Her husband, Fred, died on November 24, 1960, after an extended illness. Her sister, Mary, who also lived at Poverty Hollow for over 40 years, died on August 20, 1977, at 88.

== Works ==
- Stout, R. (1955). How to have a Green Thumb without an Aching Back: A New Method of Mulch Gardening. New York: Exposition Press, 1955, ISBN 0-88365-144-0
- Stout, R. (1958). Company Coming: Six Decades of Hospitality, Do-It-Yourself and Otherwise. New York: Exposition Press, Reprinted by Norton Creek Press, 2012, ISBN 978-0-9819284-8-7
- Stout, R. (1960). It's a Woman's World. Garden City, NJ: Doubleday & Co., Inc.

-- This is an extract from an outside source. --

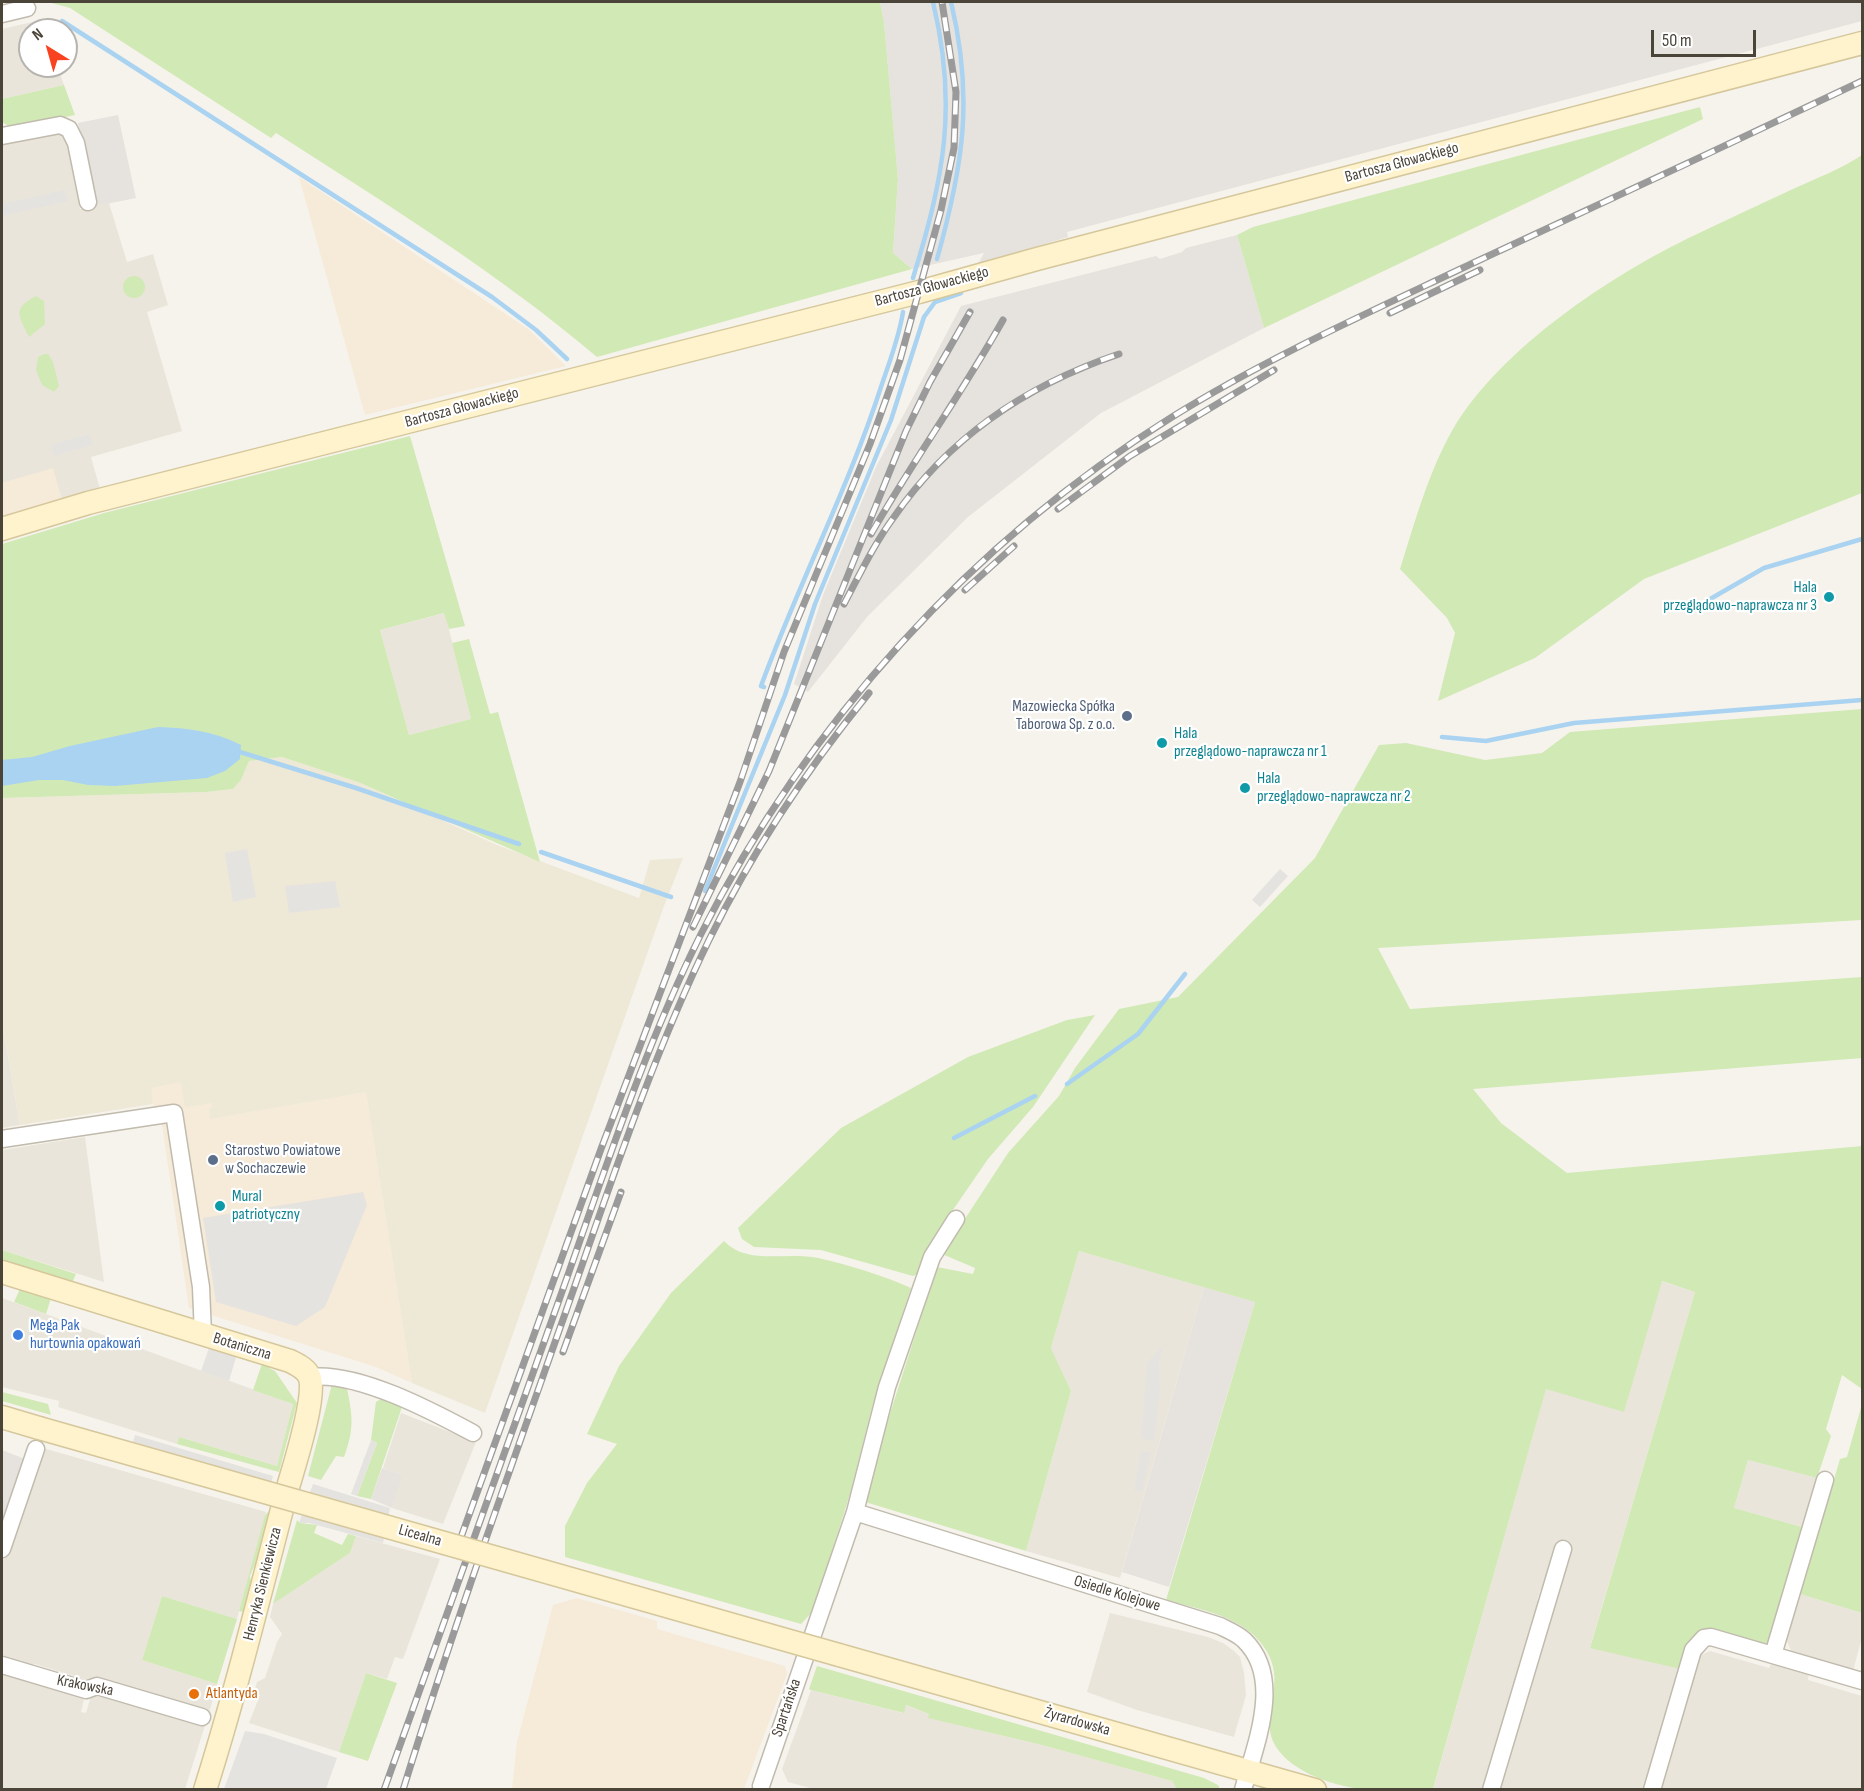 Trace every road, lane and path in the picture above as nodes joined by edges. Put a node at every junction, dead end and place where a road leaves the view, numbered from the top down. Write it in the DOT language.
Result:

- Stout, R. (1962). If You Would Be Happy. Garden City, NJ: Doubleday & Co., Inc. Reprinted by Norton Creek Press, 2016, ISBN 978-1-938099-00-7
- Stout, R. (1963). Gardening Without Work: For the Aging, the Busy & the Indolent. New York: The Devin-Adair Company, Reprinted by Norton Creek Press, 2011, ISBN 978-0-9819284-6-3
- Stout, R. & Clemence, R. (1971). The Ruth Stout No-Work Garden Book: Secrets of the year-round mulch method. Emmaus, PA: Rodale Press.
- Stout, R. (1975). As We Remember Mother. New York: Exposition Press.
- Stout, R. (1975). I've Always Done It My Way. New York: Exposition Press.
- Stout, R. (2002). Don't Forget to Smile or How to Stay Sane and Fit over Ninety.